En contrepartie de cette liberté accrue, Emmanuel Macron propose de mettre en place une évaluation des établissements exhaustive (enseignement, progrès des élèves, infrastructure, etc.) et opposable au ministère et aux collectivités tous les trois ans.

Il existe une importante littérature sur la question de l’évaluation des établissements (school accountability). C’est une pratique qui s’est généralisée aux États-Unis ces vingt dernières années, surtout depuis le programme « No Child Left Behind » (2001). Globalement, ce qui en ressort, c’est que cela peut avoir des effets positifs à court et long terme sur les élèves, en particulier dans les établissements qui courent le risque de recevoir une évaluation négative.

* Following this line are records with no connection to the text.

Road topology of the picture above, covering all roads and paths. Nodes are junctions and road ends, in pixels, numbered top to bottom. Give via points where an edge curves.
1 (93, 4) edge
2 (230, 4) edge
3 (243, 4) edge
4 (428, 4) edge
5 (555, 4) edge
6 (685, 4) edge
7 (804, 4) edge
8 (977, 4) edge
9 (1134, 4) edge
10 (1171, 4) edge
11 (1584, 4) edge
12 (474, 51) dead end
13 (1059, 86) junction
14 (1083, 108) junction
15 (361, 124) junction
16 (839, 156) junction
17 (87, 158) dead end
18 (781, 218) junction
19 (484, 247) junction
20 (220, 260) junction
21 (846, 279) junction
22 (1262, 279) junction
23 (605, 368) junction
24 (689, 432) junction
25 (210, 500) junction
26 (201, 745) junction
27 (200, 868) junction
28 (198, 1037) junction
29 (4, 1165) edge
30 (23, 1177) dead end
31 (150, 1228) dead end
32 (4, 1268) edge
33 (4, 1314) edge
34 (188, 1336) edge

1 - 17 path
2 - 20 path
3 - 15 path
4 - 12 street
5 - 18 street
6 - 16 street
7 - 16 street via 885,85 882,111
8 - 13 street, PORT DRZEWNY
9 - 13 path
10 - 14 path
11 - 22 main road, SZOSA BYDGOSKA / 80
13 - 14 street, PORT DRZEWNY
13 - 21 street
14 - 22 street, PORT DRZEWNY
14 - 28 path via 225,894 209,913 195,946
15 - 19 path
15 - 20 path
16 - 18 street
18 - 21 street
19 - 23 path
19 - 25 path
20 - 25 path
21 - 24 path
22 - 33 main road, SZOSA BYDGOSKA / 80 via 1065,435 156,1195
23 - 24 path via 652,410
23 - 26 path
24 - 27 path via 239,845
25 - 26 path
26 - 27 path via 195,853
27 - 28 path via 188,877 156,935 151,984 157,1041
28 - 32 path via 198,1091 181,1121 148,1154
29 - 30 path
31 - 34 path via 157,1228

Par contre, ces évaluations peuvent aussi avoir des effets négatifs sur les élèves les plus en difficulté, et inciter les enseignants à se focaliser exclusivement sur la réussite de leurs élèves à l’examen (teach to the test) au détriment de l’objectif plus global de transmission des savoirs.

Renforcer l’implication des parents par la généralisation « La mallette des parents ».

Le dispositif « La mallette des parents » est une intervention très simple et peu coûteuse, consistant à organiser, dans les établissements défavorisés, trois réunions annuelles entre les parents et les équipes pédagogiques.

Une évaluation rigoureuse de ce dispositif a été réalisée par une équipe de chercheurs de l’École d’économie de Paris, qui en montre les effets positifs sur l’implication des parents, ainsi que sur le comportement des élèves. Notons que la généralisation de dispositif avait été déjà amorcée par le gouvernement précédent au moment de la loi sur la refondation de l’école de 2013.

Un angle mort majeur du programme: la mixité sociale

L’objectif de mixité sociale ne figure pas au programme d’Emmanuel Macron alors qu’il s’agit d’un enjeu majeur en France, où la ségrégation scolaire peut atteindre des niveaux très élevés.

Dans une interview accordée à la Voix du Nord en janvier, le futur président souligne son souci de « ne pas imposer la mixité ». Or il existe des moyens efficaces de réduire la ségrégation tout en respectant la liberté de choix des familles.

Pour le lycée, l’Académie de Paris a mis en place en 2008 un système de choix scolaire régulé (via la procédure Affelnet) au sein de vastes secteurs scolaires, accompagnée d’une politique de discrimination positive en faveur des élèves les plus défavorisés socialement. Cette réforme a permis de considérablement réduire la ségrégation sociale.

Pour le collège, une piste qui mériterait d’être approfondie est de remplacer les secteurs actuels où, à une adresse postale correspond un seul et unique collège public, par des secteurs multi-collèges. Ces secteurs élargis seraient accompagnés d’une procédure de choix régulé, prenant en compte à la fois les vœux des parents et des critères de priorité définis par la puissance publique en concertation avec les différents acteurs.